TASK:
Find every line below where the string "Julianalaan" shows up, and copy those lines.

ENTRIES SHOWN:
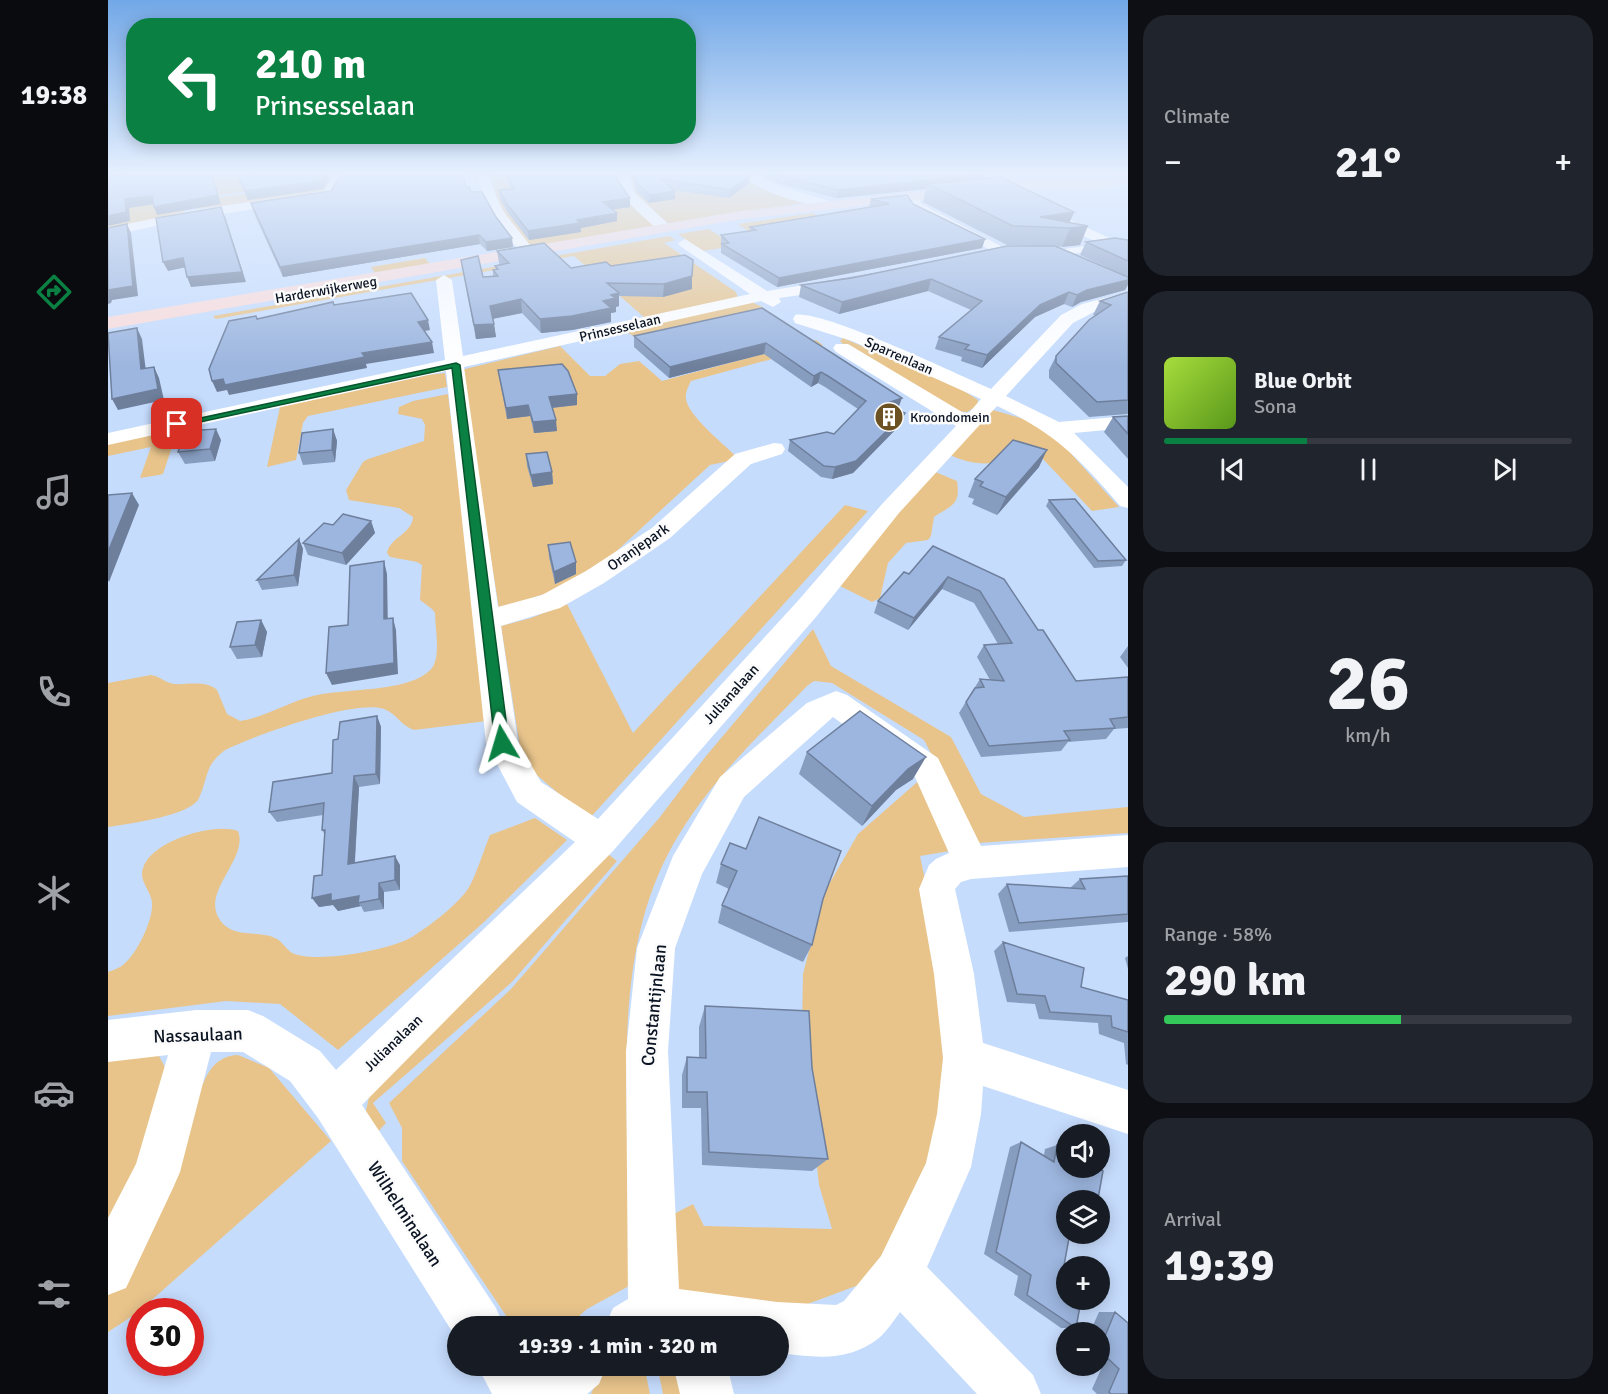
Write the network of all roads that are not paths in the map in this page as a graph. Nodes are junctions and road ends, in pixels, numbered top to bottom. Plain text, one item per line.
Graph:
1 (514, 236) edge
2 (616, 236) edge
3 (632, 236) edge
4 (977, 236) edge
5 (1097, 236) edge
6 (685, 243) dead end
7 (1121, 247) edge
8 (526, 249) edge
9 (1042, 250) edge
10 (1058, 253) junction
11 (979, 258) edge
12 (1086, 266) edge
13 (444, 280) dead end
14 (860, 280) edge
15 (1125, 287) edge
16 (763, 296) junction
17 (792, 313) junction
18 (108, 325) edge
19 (456, 365) junction
20 (994, 398) junction
21 (1128, 422) edge
22 (968, 424) junction
23 (1058, 428) junction
24 (108, 439) edge
25 (774, 449) dead end
26 (1128, 501) edge
27 (487, 620) junction
28 (600, 840) junction
29 (1128, 851) edge
30 (971, 863) junction
31 (196, 1031) junction
32 (108, 1041) edge
33 (964, 1058) junction
34 (334, 1102) junction
35 (1128, 1112) edge
36 (108, 1270) edge
37 (899, 1274) junction
38 (472, 1316) edge
39 (666, 1316) edge
40 (789, 1328) edge
41 (511, 1376) edge
42 (566, 1376) edge
43 (703, 1376) edge
44 (523, 1394) edge
45 (544, 1394) edge
46 (707, 1394) edge
47 (1014, 1394) edge

1 - 8 street
2 - 18 main road, Harderwijkerweg
3 - 18 main road, Harderwijkerweg
4 - 11 street
5 - 7 street
6 - 16 street, Sparrenlaan
7 - 10 street
9 - 10 street
10 - 12 street
13 - 19 street
14 - 16 street, Prinsesselaan
15 - 20 street, Julianalaan
16 - 17 street, Sparrenlaan
16 - 19 street, Prinsesselaan
17 - 20 street, Sparrenlaan
17 - 22 street, Sparrenlaan
19 - 24 street, Prinsesselaan
19 - 27 street
20 - 22 street, Julianalaan
20 - 23 street, Sparrenlaan
21 - 23 street
22 - 28 street, Julianalaan
23 - 26 street
25 - 27 street, Oranjepark
27 - 28 street
28 - 34 street, Julianalaan
29 - 30 street
30 - 33 street
30 - 39 street, Constantijnlaan
31 - 32 street, Nassaulaan
31 - 34 street, Nassaulaan
31 - 36 street
33 - 35 street
33 - 37 street
34 - 38 street, Wilhelminalaan
37 - 40 street
37 - 47 street
41 - 44 street
42 - 45 street
43 - 46 street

OUTPUT:
15 - 20 street, Julianalaan
20 - 22 street, Julianalaan
22 - 28 street, Julianalaan
28 - 34 street, Julianalaan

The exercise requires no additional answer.